Labour joy as Tories lose seats in Ipswich

Ipswich Count 2022

The count under way at Ipswich Corn Exchange. - Credit: Paul Geater

Ipswich Conservatives were crushed in this year's local elections - losing half of the seats they were defending to the ruling Labour group and seeing the departure of one of their most experienced councillors.

Former group leader Nadia Cenci was defeated in her Stoke Park ward by Labour's Tony Blacker and the Tories also lost in Holywells.

They had hoped to build on last year's successes and win extra seats in Sprites, Gainsborough and Whitton but fell short in all those seats.

Their only successes came in the safe Bixley and Castle Hill wards

Meanwhile Labour was celebrating its best performance for years - but the most successful individual candidate was Liberal Democrat Inga Lockington who won a 1,200 majority in St Margarets.

Ipswich MPs

Ipswich MPs Dr Dan Poulter and Tom Hunt discuss the election during the count at the Corn Exchange. - Credit: Paul Geater

Conservative group leader Ian Fisher said the results in Ipswich and in other councils across the country would determine the future of Boris Johnson's premiership.

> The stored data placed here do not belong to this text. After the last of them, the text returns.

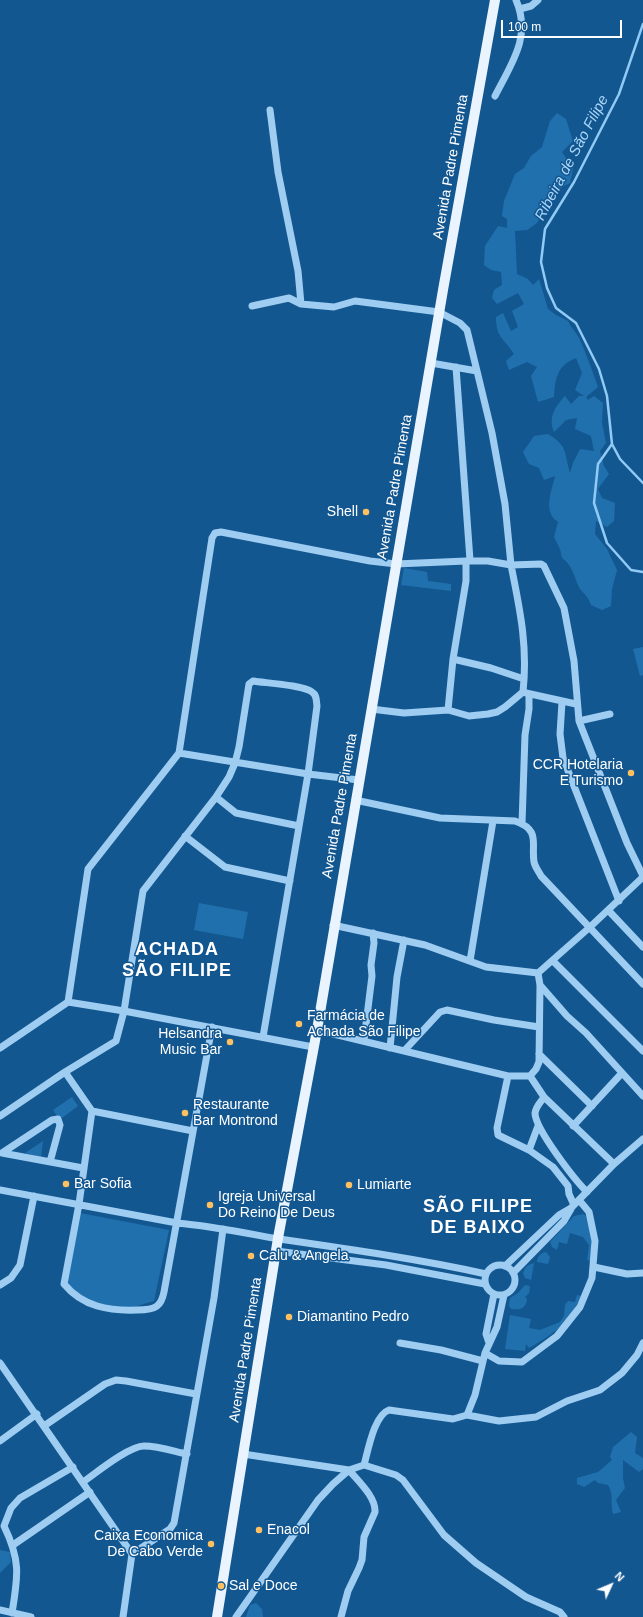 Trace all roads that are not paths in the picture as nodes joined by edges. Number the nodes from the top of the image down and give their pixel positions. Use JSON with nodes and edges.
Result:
{"nodes":[{"id":1,"x":495,"y":0,"type":"edge"},
{"id":2,"x":516,"y":0,"type":"edge"},
{"id":3,"x":538,"y":0,"type":"edge"},
{"id":4,"x":520,"y":9,"type":"junction"},
{"id":5,"x":495,"y":96,"type":"dead end"},
{"id":6,"x":270,"y":110,"type":"dead end"},
{"id":7,"x":301,"y":304,"type":"junction"},
{"id":8,"x":252,"y":306,"type":"dead end"},
{"id":9,"x":439,"y":312,"type":"junction"},
{"id":10,"x":431,"y":363,"type":"junction"},
{"id":11,"x":456,"y":368,"type":"junction"},
{"id":12,"x":477,"y":370,"type":"junction"},
{"id":13,"x":468,"y":561,"type":"junction"},
{"id":14,"x":396,"y":564,"type":"junction"},
{"id":15,"x":511,"y":565,"type":"junction"},
{"id":16,"x":453,"y":659,"type":"junction"},
{"id":17,"x":524,"y":679,"type":"junction"},
{"id":18,"x":526,"y":693,"type":"junction"},
{"id":19,"x":562,"y":702,"type":"junction"},
{"id":20,"x":576,"y":704,"type":"junction"},
{"id":21,"x":371,"y":709,"type":"junction"},
{"id":22,"x":448,"y":710,"type":"junction"},
{"id":23,"x":610,"y":714,"type":"dead end"},
{"id":24,"x":579,"y":721,"type":"junction"},
{"id":25,"x":179,"y":753,"type":"junction"},
{"id":26,"x":235,"y":763,"type":"junction"},
{"id":27,"x":308,"y":774,"type":"junction"},
{"id":28,"x":359,"y":780,"type":"junction"},
{"id":29,"x":216,"y":797,"type":"junction"},
{"id":30,"x":356,"y":800,"type":"junction"},
{"id":31,"x":494,"y":821,"type":"junction"},
{"id":32,"x":522,"y":824,"type":"junction"},
{"id":33,"x":299,"y":826,"type":"junction"},
{"id":34,"x":185,"y":836,"type":"junction"},
{"id":35,"x":643,"y":877,"type":"edge"},
{"id":36,"x":290,"y":881,"type":"junction"},
{"id":37,"x":618,"y":901,"type":"junction"},
{"id":38,"x":608,"y":910,"type":"junction"},
{"id":39,"x":333,"y":925,"type":"junction"},
{"id":40,"x":590,"y":927,"type":"junction"},
{"id":41,"x":373,"y":933,"type":"junction"},
{"id":42,"x":404,"y":940,"type":"junction"},
{"id":43,"x":643,"y":947,"type":"edge"},
{"id":44,"x":470,"y":961,"type":"junction"},
{"id":45,"x":553,"y":961,"type":"junction"},
{"id":46,"x":538,"y":972,"type":"junction"},
{"id":47,"x":643,"y":984,"type":"edge"},
{"id":48,"x":540,"y":985,"type":"junction"},
{"id":49,"x":68,"y":1002,"type":"junction"},
{"id":50,"x":124,"y":1011,"type":"junction"},
{"id":51,"x":212,"y":1027,"type":"junction"},
{"id":52,"x":539,"y":1027,"type":"junction"},
{"id":53,"x":317,"y":1030,"type":"junction"},
{"id":54,"x":263,"y":1037,"type":"junction"},
{"id":55,"x":364,"y":1040,"type":"junction"},
{"id":56,"x":313,"y":1047,"type":"junction"},
{"id":57,"x":0,"y":1048,"type":"edge"},
{"id":58,"x":390,"y":1048,"type":"junction"},
{"id":59,"x":404,"y":1051,"type":"junction"},
{"id":60,"x":643,"y":1051,"type":"edge"},
{"id":61,"x":539,"y":1054,"type":"junction"},
{"id":62,"x":65,"y":1072,"type":"junction"},
{"id":63,"x":622,"y":1073,"type":"junction"},
{"id":64,"x":508,"y":1076,"type":"junction"},
{"id":65,"x":530,"y":1076,"type":"junction"},
{"id":66,"x":643,"y":1096,"type":"edge"},
{"id":67,"x":544,"y":1097,"type":"junction"},
{"id":68,"x":592,"y":1106,"type":"junction"},
{"id":69,"x":92,"y":1111,"type":"junction"},
{"id":70,"x":0,"y":1116,"type":"edge"},
{"id":71,"x":538,"y":1126,"type":"junction"},
{"id":72,"x":573,"y":1126,"type":"junction"},
{"id":73,"x":193,"y":1131,"type":"junction"},
{"id":74,"x":643,"y":1139,"type":"edge"},
{"id":75,"x":529,"y":1150,"type":"junction"},
{"id":76,"x":50,"y":1162,"type":"junction"},
{"id":77,"x":614,"y":1164,"type":"junction"},
{"id":78,"x":83,"y":1168,"type":"junction"},
{"id":79,"x":0,"y":1190,"type":"edge"},
{"id":80,"x":587,"y":1192,"type":"junction"},
{"id":81,"x":34,"y":1196,"type":"junction"},
{"id":82,"x":79,"y":1204,"type":"junction"},
{"id":83,"x":575,"y":1205,"type":"junction"},
{"id":84,"x":177,"y":1223,"type":"junction"},
{"id":85,"x":223,"y":1229,"type":"junction"},
{"id":86,"x":278,"y":1238,"type":"junction"},
{"id":87,"x":276,"y":1251,"type":"junction"},
{"id":88,"x":505,"y":1266,"type":"junction"},
{"id":89,"x":594,"y":1267,"type":"junction"},
{"id":90,"x":513,"y":1273,"type":"junction"},
{"id":91,"x":486,"y":1274,"type":"junction"},
{"id":92,"x":643,"y":1274,"type":"edge"},
{"id":93,"x":485,"y":1284,"type":"junction"},
{"id":94,"x":0,"y":1285,"type":"edge"},
{"id":95,"x":494,"y":1294,"type":"junction"},
{"id":96,"x":504,"y":1295,"type":"junction"},
{"id":97,"x":400,"y":1343,"type":"dead end"},
{"id":98,"x":489,"y":1343,"type":"junction"},
{"id":99,"x":643,"y":1343,"type":"edge"},
{"id":100,"x":484,"y":1357,"type":"junction"},
{"id":101,"x":0,"y":1363,"type":"edge"},
{"id":102,"x":196,"y":1394,"type":"junction"},
{"id":103,"x":37,"y":1414,"type":"junction"},
{"id":104,"x":467,"y":1415,"type":"junction"},
{"id":105,"x":44,"y":1426,"type":"junction"},
{"id":106,"x":0,"y":1441,"type":"edge"},
{"id":107,"x":187,"y":1454,"type":"junction"},
{"id":108,"x":244,"y":1454,"type":"junction"},
{"id":109,"x":364,"y":1465,"type":"junction"},
{"id":110,"x":73,"y":1466,"type":"junction"},
{"id":111,"x":349,"y":1470,"type":"junction"},
{"id":112,"x":83,"y":1482,"type":"junction"},
{"id":113,"x":90,"y":1492,"type":"junction"},
{"id":114,"x":2,"y":1526,"type":"edge"},
{"id":115,"x":14,"y":1545,"type":"junction"},
{"id":116,"x":132,"y":1554,"type":"junction"},
{"id":117,"x":0,"y":1610,"type":"edge"},
{"id":118,"x":12,"y":1613,"type":"junction"},
{"id":119,"x":31,"y":1617,"type":"edge"},
{"id":120,"x":123,"y":1617,"type":"edge"},
{"id":121,"x":217,"y":1617,"type":"edge"},
{"id":122,"x":236,"y":1617,"type":"edge"},
{"id":123,"x":341,"y":1617,"type":"edge"},
{"id":124,"x":564,"y":1617,"type":"edge"}],
"edges":[{"from":1,"to":9,"type":"main road","name":"Avenida Padre Pimenta"},
{"from":2,"to":4,"type":"street"},
{"from":3,"to":4,"type":"street"},
{"from":4,"to":5,"type":"street"},
{"from":6,"to":7,"type":"street"},
{"from":7,"to":8,"type":"street"},
{"from":7,"to":9,"type":"street"},
{"from":9,"to":10,"type":"main road","name":"Avenida Padre Pimenta"},
{"from":9,"to":12,"type":"street"},
{"from":10,"to":11,"type":"street"},
{"from":10,"to":14,"type":"main road","name":"Avenida Padre Pimenta"},
{"from":11,"to":12,"type":"street"},
{"from":11,"to":13,"type":"street"},
{"from":12,"to":15,"type":"street"},
{"from":13,"to":14,"type":"street"},
{"from":13,"to":15,"type":"street"},
{"from":13,"to":16,"type":"street"},
{"from":14,"to":21,"type":"main road","name":"Avenida Padre Pimenta"},
{"from":14,"to":25,"type":"street"},
{"from":15,"to":17,"type":"street"},
{"from":15,"to":20,"type":"street"},
{"from":16,"to":17,"type":"street"},
{"from":16,"to":22,"type":"street"},
{"from":17,"to":18,"type":"street"},
{"from":18,"to":19,"type":"street"},
{"from":18,"to":22,"type":"street"},
{"from":18,"to":32,"type":"street"},
{"from":19,"to":20,"type":"street"},
{"from":19,"to":37,"type":"street"},
{"from":20,"to":24,"type":"street"},
{"from":21,"to":22,"type":"street"},
{"from":21,"to":28,"type":"main road","name":"Avenida Padre Pimenta"},
{"from":23,"to":24,"type":"street"},
{"from":24,"to":35,"type":"street"},
{"from":25,"to":26,"type":"street"},
{"from":25,"to":49,"type":"street"},
{"from":26,"to":27,"type":"street"},
{"from":26,"to":27,"type":"street"},
{"from":26,"to":29,"type":"street"},
{"from":27,"to":28,"type":"street"},
{"from":27,"to":33,"type":"street"},
{"from":28,"to":30,"type":"main road","name":"Avenida Padre Pimenta"},
{"from":29,"to":33,"type":"street"},
{"from":29,"to":34,"type":"street"},
{"from":30,"to":31,"type":"street"},
{"from":30,"to":39,"type":"main road","name":"Avenida Padre Pimenta"},
{"from":31,"to":32,"type":"street"},
{"from":31,"to":44,"type":"street"},
{"from":32,"to":40,"type":"street"},
{"from":33,"to":36,"type":"street"},
{"from":34,"to":36,"type":"street"},
{"from":34,"to":50,"type":"street"},
{"from":35,"to":37,"type":"street"},
{"from":36,"to":54,"type":"street"},
{"from":37,"to":38,"type":"street"},
{"from":38,"to":40,"type":"street"},
{"from":38,"to":43,"type":"street"},
{"from":39,"to":41,"type":"street"},
{"from":39,"to":53,"type":"main road","name":"Avenida Padre Pimenta"},
{"from":40,"to":45,"type":"street"},
{"from":40,"to":47,"type":"street"},
{"from":41,"to":42,"type":"street"},
{"from":41,"to":55,"type":"street"},
{"from":42,"to":44,"type":"street"},
{"from":42,"to":58,"type":"street"},
{"from":44,"to":46,"type":"street"},
{"from":45,"to":46,"type":"street"},
{"from":45,"to":60,"type":"street"},
{"from":46,"to":48,"type":"street"},
{"from":48,"to":52,"type":"street"},
{"from":48,"to":63,"type":"street"},
{"from":49,"to":50,"type":"street"},
{"from":49,"to":57,"type":"street"},
{"from":50,"to":51,"type":"street"},
{"from":50,"to":62,"type":"street"},
{"from":51,"to":54,"type":"street"},
{"from":51,"to":73,"type":"street"},
{"from":52,"to":59,"type":"street"},
{"from":52,"to":61,"type":"street"},
{"from":53,"to":55,"type":"street"},
{"from":53,"to":56,"type":"main road","name":"Avenida Padre Pimenta"},
{"from":54,"to":56,"type":"street"},
{"from":55,"to":58,"type":"street"},
{"from":56,"to":86,"type":"main road","name":"Avenida Padre Pimenta"},
{"from":58,"to":59,"type":"street"},
{"from":59,"to":64,"type":"street"},
{"from":61,"to":65,"type":"street"},
{"from":61,"to":68,"type":"street"},
{"from":62,"to":69,"type":"street"},
{"from":62,"to":70,"type":"street"},
{"from":63,"to":66,"type":"street"},
{"from":63,"to":68,"type":"street"},
{"from":64,"to":65,"type":"street"},
{"from":64,"to":75,"type":"street"},
{"from":65,"to":67,"type":"street"},
{"from":67,"to":71,"type":"street"},
{"from":67,"to":72,"type":"street"},
{"from":68,"to":72,"type":"street"},
{"from":69,"to":73,"type":"street"},
{"from":69,"to":78,"type":"street"},
{"from":71,"to":75,"type":"street"},
{"from":71,"to":80,"type":"street"},
{"from":72,"to":77,"type":"street"},
{"from":73,"to":84,"type":"street"},
{"from":74,"to":77,"type":"street"},
{"from":75,"to":83,"type":"street"},
{"from":76,"to":76,"type":"street"},
{"from":76,"to":78,"type":"street"},
{"from":77,"to":80,"type":"street"},
{"from":78,"to":82,"type":"street"},
{"from":79,"to":81,"type":"street"},
{"from":80,"to":83,"type":"street"},
{"from":81,"to":82,"type":"street"},
{"from":81,"to":94,"type":"street"},
{"from":82,"to":84,"type":"street"},
{"from":82,"to":84,"type":"street"},
{"from":83,"to":88,"type":"street"},
{"from":83,"to":89,"type":"street"},
{"from":83,"to":90,"type":"street"},
{"from":84,"to":85,"type":"street"},
{"from":85,"to":86,"type":"street"},
{"from":85,"to":102,"type":"street"},
{"from":86,"to":87,"type":"main road","name":"Avenida Padre Pimenta"},
{"from":86,"to":91,"type":"street"},
{"from":87,"to":93,"type":"street"},
{"from":87,"to":108,"type":"main road","name":"Avenida Padre Pimenta"},
{"from":88,"to":90,"type":"street"},
{"from":88,"to":91,"type":"street"},
{"from":89,"to":92,"type":"street"},
{"from":89,"to":100,"type":"street"},
{"from":90,"to":96,"type":"street"},
{"from":91,"to":93,"type":"street"},
{"from":93,"to":95,"type":"street"},
{"from":95,"to":96,"type":"street"},
{"from":95,"to":98,"type":"street"},
{"from":96,"to":98,"type":"street"},
{"from":97,"to":100,"type":"street"},
{"from":98,"to":100,"type":"street"},
{"from":99,"to":104,"type":"street"},
{"from":100,"to":104,"type":"street"},
{"from":101,"to":103,"type":"street"},
{"from":102,"to":105,"type":"street"},
{"from":102,"to":107,"type":"street"},
{"from":103,"to":105,"type":"street"},
{"from":103,"to":106,"type":"street"},
{"from":104,"to":109,"type":"street"},
{"from":105,"to":110,"type":"street"},
{"from":107,"to":112,"type":"street"},
{"from":107,"to":116,"type":"street"},
{"from":108,"to":111,"type":"street"},
{"from":108,"to":121,"type":"main road","name":"Avenida Padre Pimenta"},
{"from":109,"to":111,"type":"street"},
{"from":109,"to":124,"type":"street"},
{"from":110,"to":112,"type":"street"},
{"from":110,"to":114,"type":"street"},
{"from":111,"to":122,"type":"street"},
{"from":111,"to":123,"type":"street"},
{"from":112,"to":113,"type":"street"},
{"from":113,"to":115,"type":"street"},
{"from":113,"to":116,"type":"street"},
{"from":114,"to":115,"type":"street"},
{"from":115,"to":118,"type":"street"},
{"from":116,"to":120,"type":"street"},
{"from":117,"to":118,"type":"street"},
{"from":118,"to":119,"type":"street"}]}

He said: "I think things will become a lot clearer in the next 24 to 48 hours as more results come through. I think they party hasn't done too badly in the north and midlands but elsewhere it sounds pretty grim and we've got the London results to come and they don't look too good."

Partygate had not been a major issue on the doorsteps: "But we didn't tend to raise it as a subject."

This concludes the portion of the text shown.